_Problem description_. Where in the records does the word "Francisco" appear? Copy each line that holds it.

_The data_.
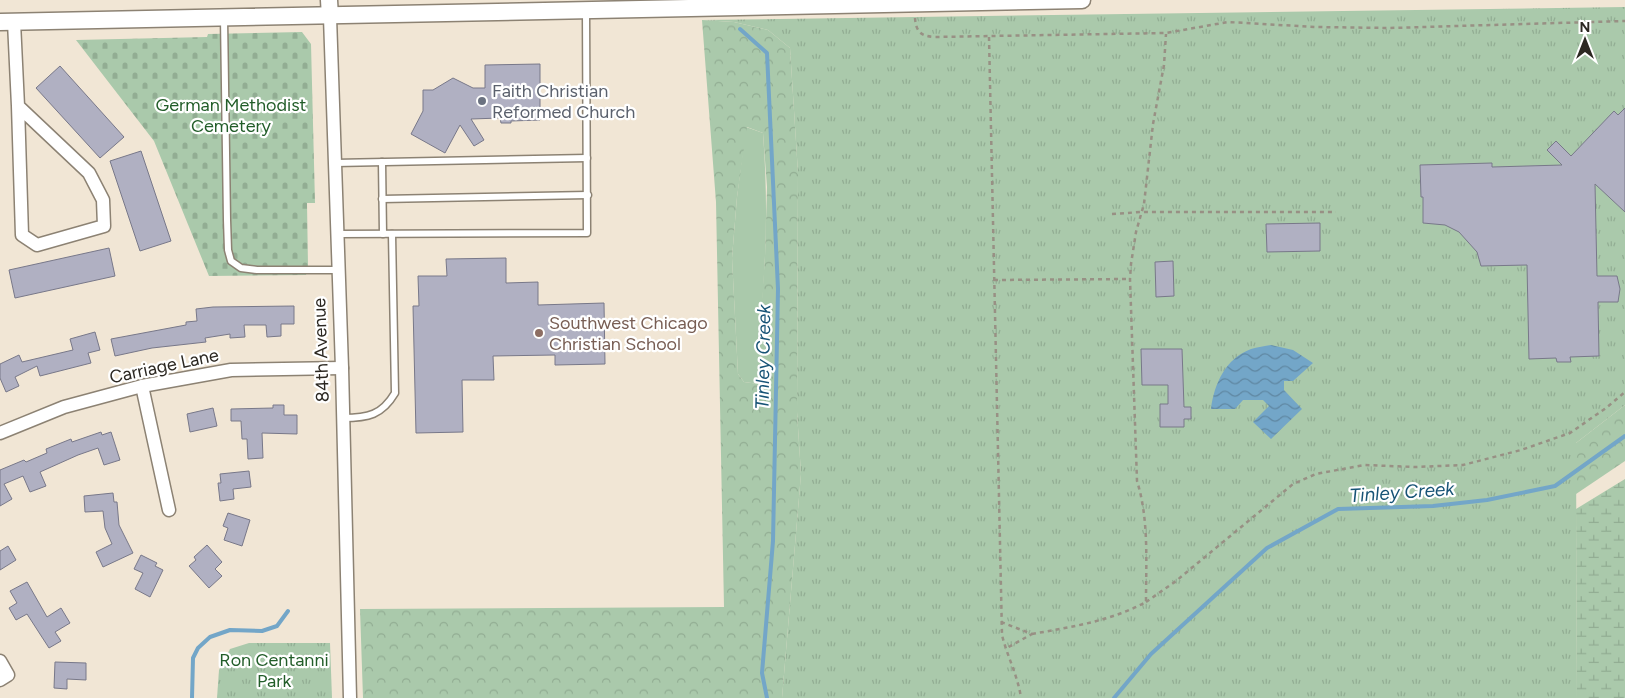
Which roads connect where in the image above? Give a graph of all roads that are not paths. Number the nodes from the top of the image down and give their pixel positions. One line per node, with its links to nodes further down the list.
1 (329, 0): 5 (street, 84th Avenue)
2 (1082, 0): 3 (street)
3 (899, 2): 4 (street)
4 (586, 9): 5 (street); 9 (lane)
5 (330, 17): 6 (street); 11 (street, 84th Avenue)
6 (224, 18): 7 (street); 17 (lane)
7 (7, 22): 8 (street)
8 (18, 106): 8 (street)
9 (587, 158): 10 (lane); 12 (lane)
10 (382, 162): 11 (lane); 13 (lane)
11 (335, 163): 14 (street, 84th Avenue)
12 (588, 195): 13 (lane); 16 (lane)
13 (382, 199): 15 (lane)
14 (338, 234): 15 (lane); 17 (street, 84th Avenue)
15 (383, 234): 16 (lane)
16 (392, 234): 20 (lane)
17 (339, 270): 18 (street, 84th Avenue)
18 (342, 368): 19 (street, Carriage Lane); 20 (street, 84th Avenue)
19 (142, 386): 21 (street, Carriage Lane); 22 (street)
20 (344, 418): 25 (street, 84th Avenue)
21 (0, 432)
22 (169, 510)
23 (0, 661): 24 (street)
24 (4, 678)
25 (350, 698)

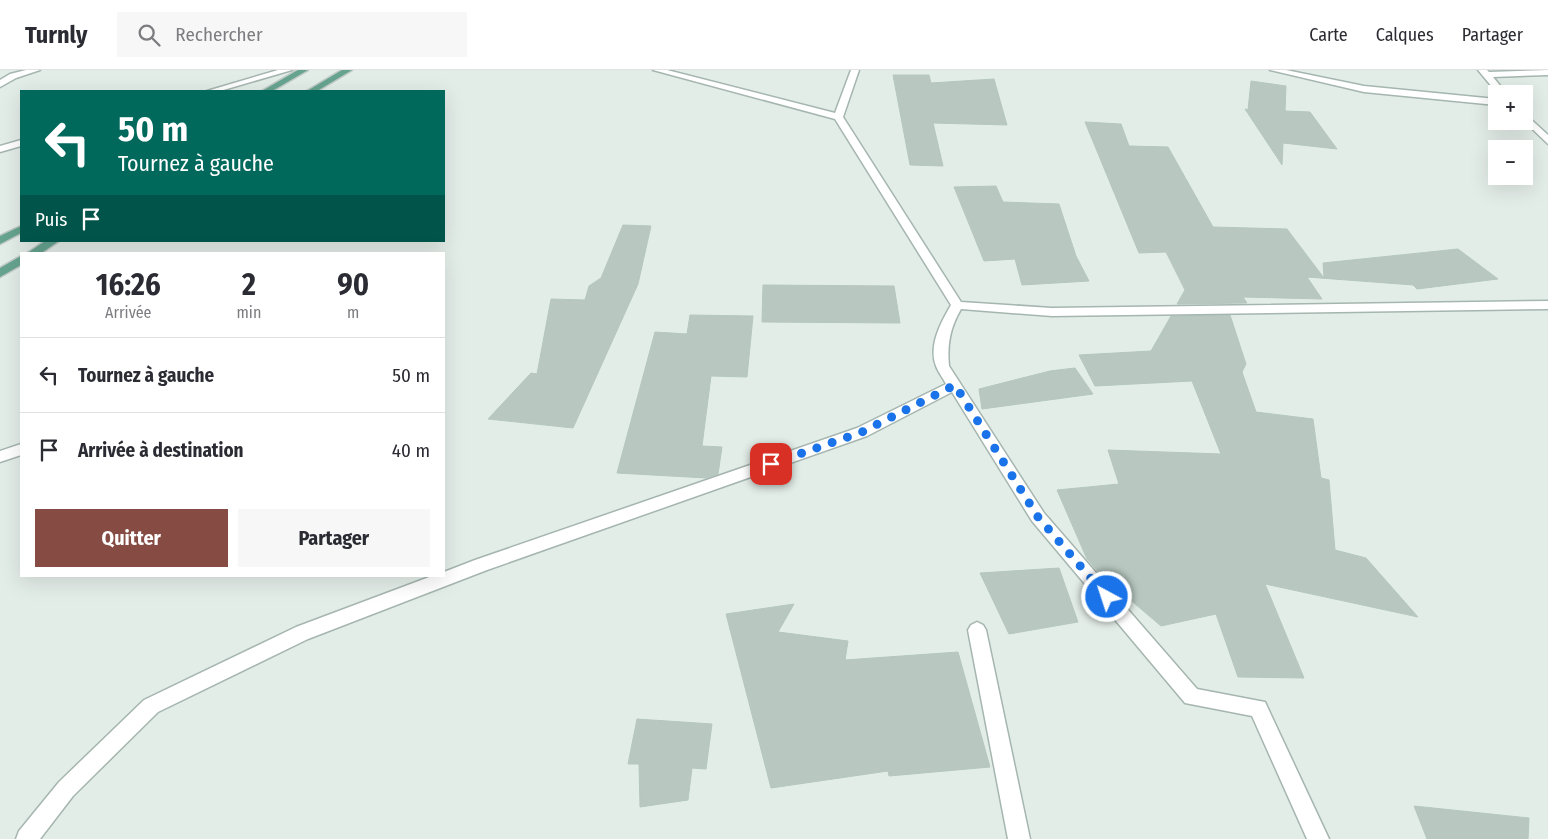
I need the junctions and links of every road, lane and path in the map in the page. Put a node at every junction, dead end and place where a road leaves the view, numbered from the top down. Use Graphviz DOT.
graph roads {
  1 [pos="36,70"];
  2 [pos="288,70"];
  3 [pos="304,70"];
  4 [pos="348,70"];
  5 [pos="657,70"];
  6 [pos="855,70"];
  7 [pos="1274,70"];
  8 [pos="1548,72"];
  9 [pos="1484,73"];
  10 [pos="0,84"];
  11 [pos="1495,85"];
  12 [pos="215,90"];
  13 [pos="268,90"];
  14 [pos="314,90"];
  15 [pos="1488,101"];
  16 [pos="838,117"];
  17 [pos="1533,125"];
  18 [pos="1548,141"];
  19 [pos="20,143"];
  20 [pos="0,149"];
  21 [pos="20,230"];
  22 [pos="0,241"];
  23 [pos="51,242"];
  24 [pos="35,252"];
  25 [pos="20,261"];
  26 [pos="0,272"];
  27 [pos="957,305"];
  28 [pos="1548,306"];
  29 [pos="955,385"];
  30 [pos="20,449"];
  31 [pos="0,457"];
  32 [pos="977,630"];
  33 [pos="27,839"];
  34 [pos="1019,839"];
  35 [pos="1318,839"];
  1 -- 10 [label="street"];
  2 -- 12 [label="street"];
  3 -- 13 [label="main road"];
  4 -- 14 [label="main road"];
  5 -- 16 [label="street"];
  6 -- 16 [label="street"];
  7 -- 15 [label="street"];
  8 -- 9 [label="street"];
  9 -- 11 [label="street"];
  16 -- 27 [label="street"];
  17 -- 18 [label="street"];
  19 -- 20 [label="street"];
  21 -- 22 [label="main road"];
  23 -- 24 [label="main road"];
  25 -- 26 [label="main road"];
  27 -- 28 [label="street"];
  27 -- 29 [label="street"];
  29 -- 33 [label="street"];
  29 -- 35 [label="street"];
  30 -- 31 [label="street"];
  32 -- 34 [label="street"];
}
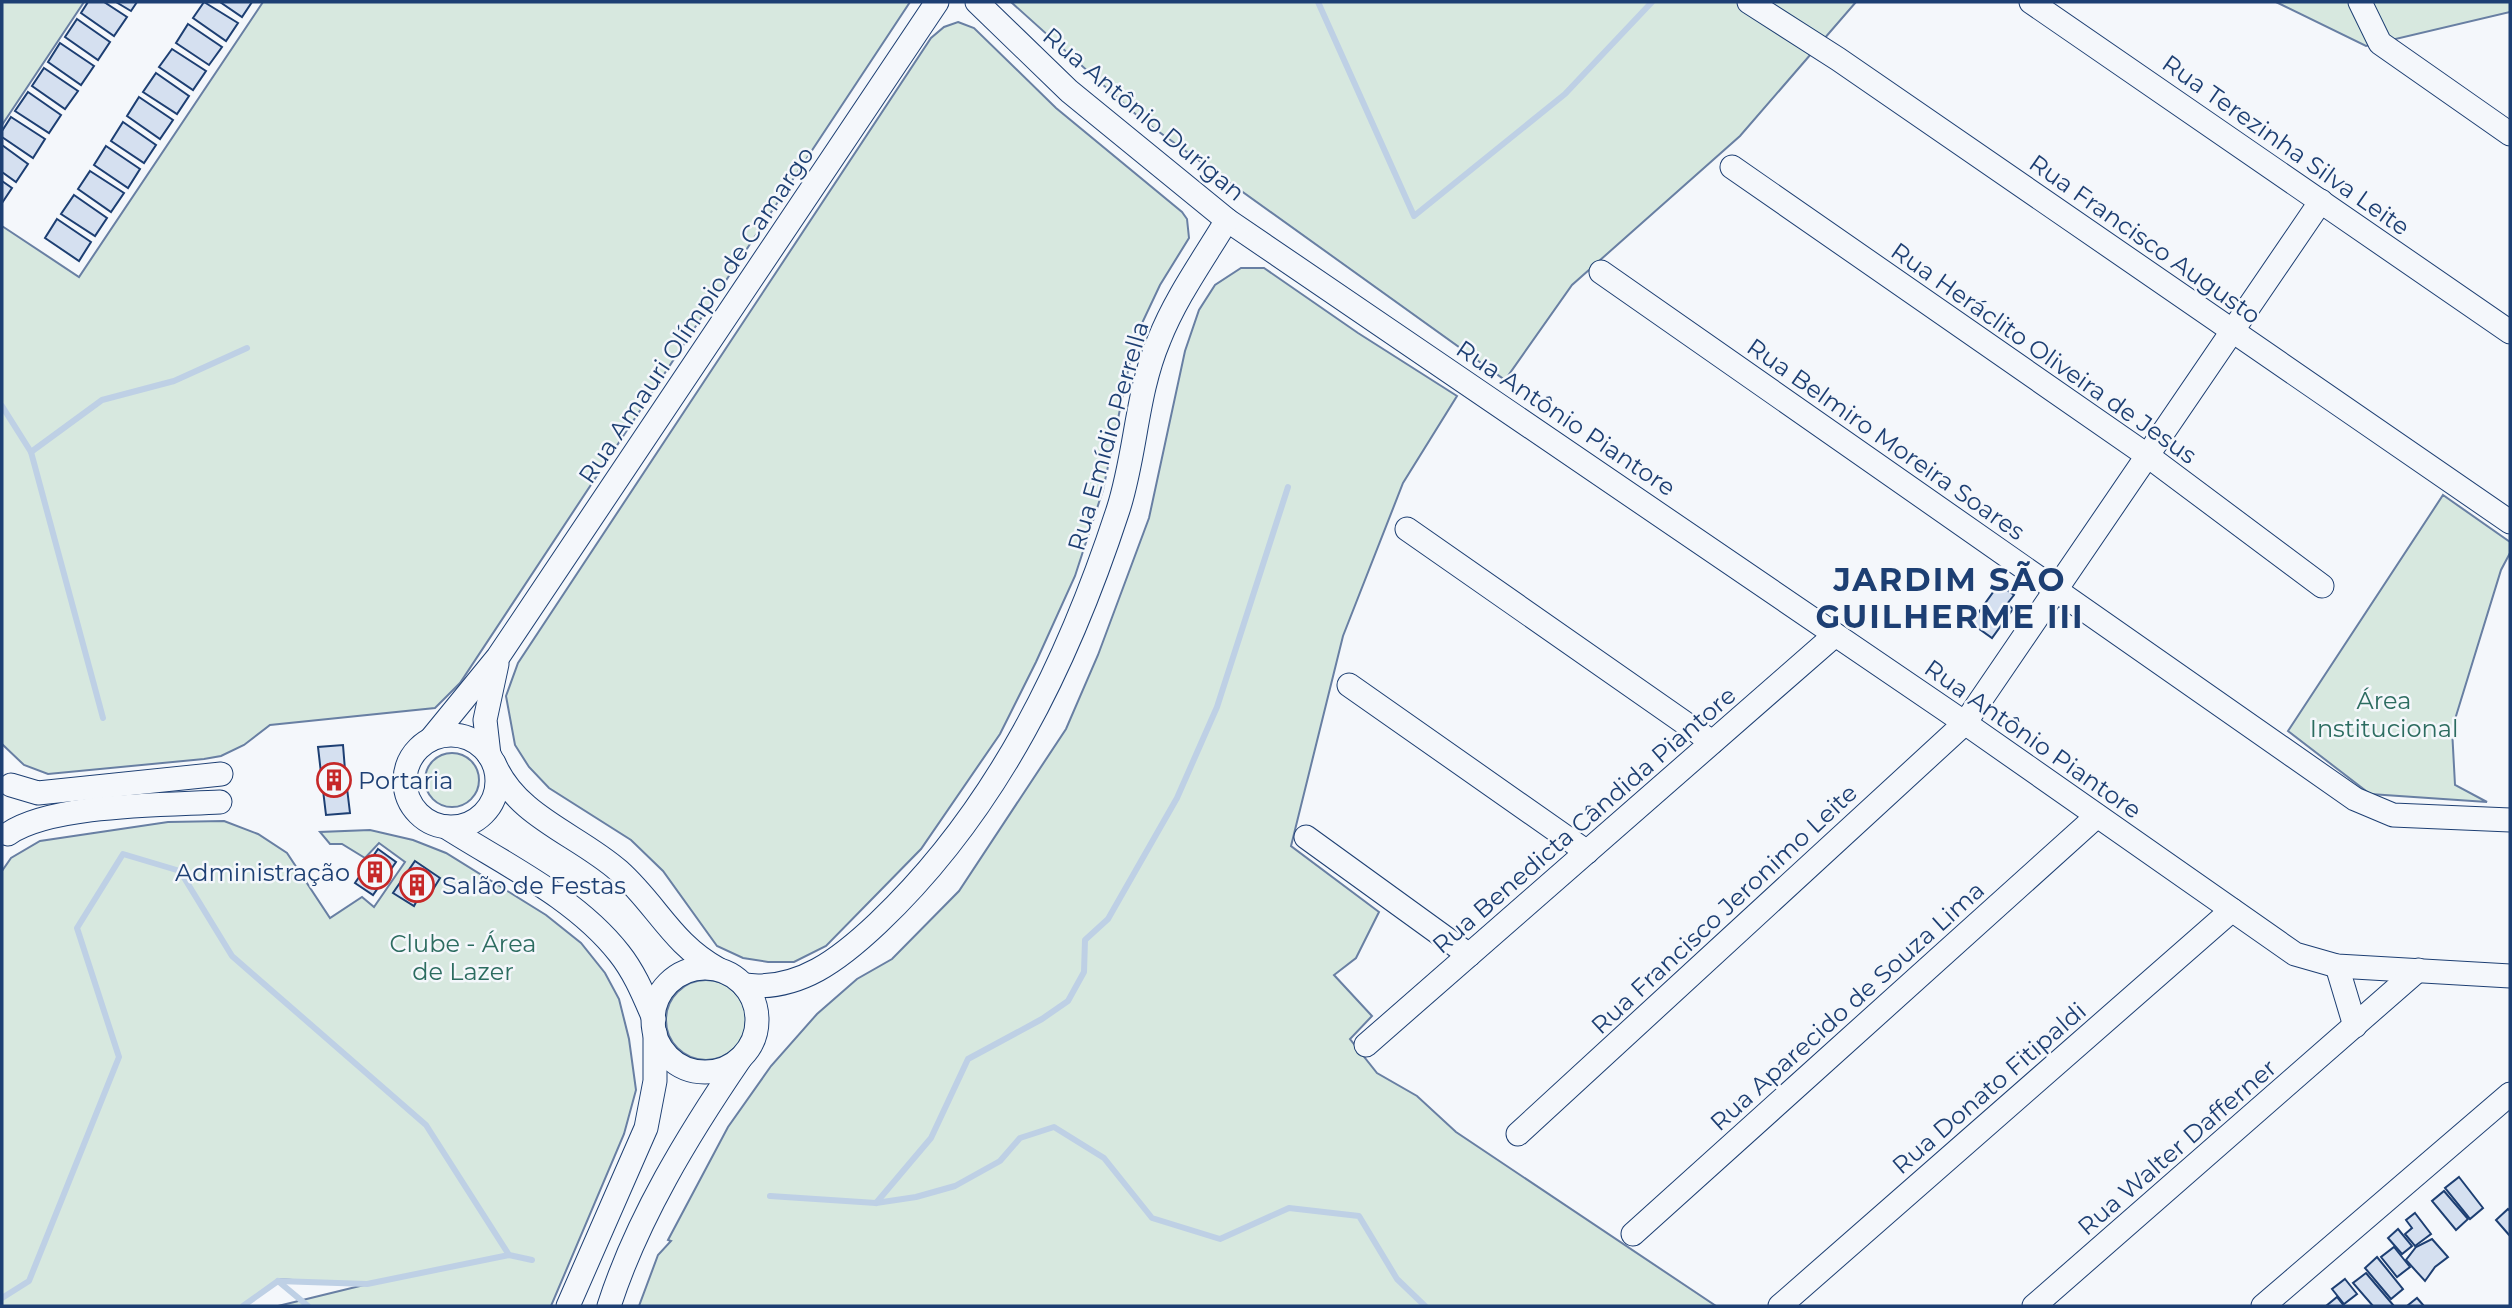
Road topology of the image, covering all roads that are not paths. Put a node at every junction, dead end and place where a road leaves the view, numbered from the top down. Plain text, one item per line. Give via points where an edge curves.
1 (937, 2) edge
2 (977, 2) edge
3 (1749, 2) edge
4 (2031, 2) edge
5 (2360, 2) edge
6 (2510, 134) edge
7 (1732, 167) dead end
8 (2321, 201) junction
9 (1227, 220) junction
10 (1283, 258) joint
11 (1601, 272) dead end
12 (2233, 330) junction
13 (2510, 332) edge
14 (2147, 456) junction
15 (2510, 523) edge
16 (1407, 529) dead end
17 (2322, 586) dead end
18 (2056, 590) junction
19 (1835, 635) junction
20 (498, 657) junction
21 (1349, 685) dead end
22 (1965, 723) junction
23 (431, 739) junction
24 (1712, 742) junction
25 (492, 759) junction
26 (220, 774) dead end
27 (6, 780) edge
28 (220, 802) dead end
29 (2097, 816) junction
30 (2510, 820) edge
31 (446, 827) junction
32 (5, 836) edge
33 (1306, 837) dead end
34 (1587, 852) junction
35 (2232, 910) junction
36 (1469, 955) junction
37 (2337, 966) junction
38 (721, 970) junction
39 (2418, 970) junction
40 (2510, 976) edge
41 (744, 985) junction
42 (654, 1024) junction
43 (2355, 1026) junction
44 (1366, 1045) dead end
45 (742, 1057) junction
46 (2510, 1094) edge
47 (1518, 1134) dead end
48 (1633, 1234) dead end
49 (568, 1306) edge
50 (609, 1306) edge
51 (1780, 1306) edge
52 (2034, 1306) edge
53 (2263, 1306) edge

1 - 20 street, Rua Amauri Olímpio de Camargo
2 - 9 street, Rua Antônio Durigan via 1069,91
3 - 12 street, Rua Francisco Augusto
4 - 8 street, Rua Terezinha Silva Leite
5 - 6 street via 2381,43
7 - 14 street, Rua Heráclito Oliveira de Jesus
8 - 12 street, Rua Francisco Jeronimo Leite
8 - 13 street, Rua Terezinha Silva Leite
9 - 10 street, Rua Antônio Durigan
9 - 41 street, Rua Emídio Perrella via 1180,293 1158,342 1129,473 1089,593 1058,669 994,782 940,858 841,956 809,976
10 - 19 street, Rua Antônio Piantore
11 - 18 street, Rua Belmiro Moreira Soares
12 - 14 street, Rua Francisco Jeronimo Leite
12 - 15 street, Rua Francisco Augusto
14 - 17 street, Rua Heráclito Oliveira de Jesus
14 - 18 street, Rua Francisco Jeronimo Leite
16 - 24 street
18 - 22 street, Rua Francisco Jeronimo Leite
18 - 30 street, Rua Belmiro Moreira Soares via 2355,799 2393,815
19 - 22 street, Rua Antônio Piantore
19 - 24 street, Rua Benedicta Cândida Piantore
20 - 23 street, Rua Amauri Olímpio de Camargo
20 - 25 street, Rua Amauri Olímpio de Camargo via 485,720
21 - 34 street
22 - 29 street, Rua Antônio Piantore
22 - 47 street, Rua Francisco Jeronimo Leite
23 - 25 street via 448,734 467,737
23 - 31 street via 411,757 405,787 419,814
24 - 34 street, Rua Benedicta Cândida Piantore
25 - 31 street via 496,790 486,810 468,823
25 - 38 street via 502,781 519,800 617,869 678,941
26 - 27 street via 38,793
27 - 32 street via 19,805 18,817
28 - 32 street via 51,815 22,823
29 - 35 street, Rua Antônio Piantore
29 - 48 street, Rua Aparecido de Souza Lima
31 - 42 street via 567,904 598,931 638,981
33 - 36 street
34 - 36 street, Rua Benedicta Cândida Piantore
35 - 37 street, Rua Antônio Piantore via 2295,954
35 - 51 street, Rua Donato Fitipaldi
36 - 44 street, Rua Benedicta Cândida Piantore
37 - 39 street, Rua Antônio Piantore
37 - 43 street
38 - 41 street
38 - 42 street via 690,970 671,981 659,998
39 - 40 street, Rua Antônio Piantore
39 - 43 street, Rua Walter Dafferner
41 - 45 street via 754,1001 757,1021 753,1041
42 - 45 street via 658,1041 671,1059 691,1070 714,1071
42 - 49 street via 655,1081 646,1128
43 - 52 street, Rua Walter Dafferner
45 - 50 street via 686,1144
46 - 53 street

_Worked solution_.
3 - 12 street, Rua Francisco Augusto
8 - 12 street, Rua Francisco Jeronimo Leite
12 - 14 street, Rua Francisco Jeronimo Leite
12 - 15 street, Rua Francisco Augusto
14 - 18 street, Rua Francisco Jeronimo Leite
18 - 22 street, Rua Francisco Jeronimo Leite
22 - 47 street, Rua Francisco Jeronimo Leite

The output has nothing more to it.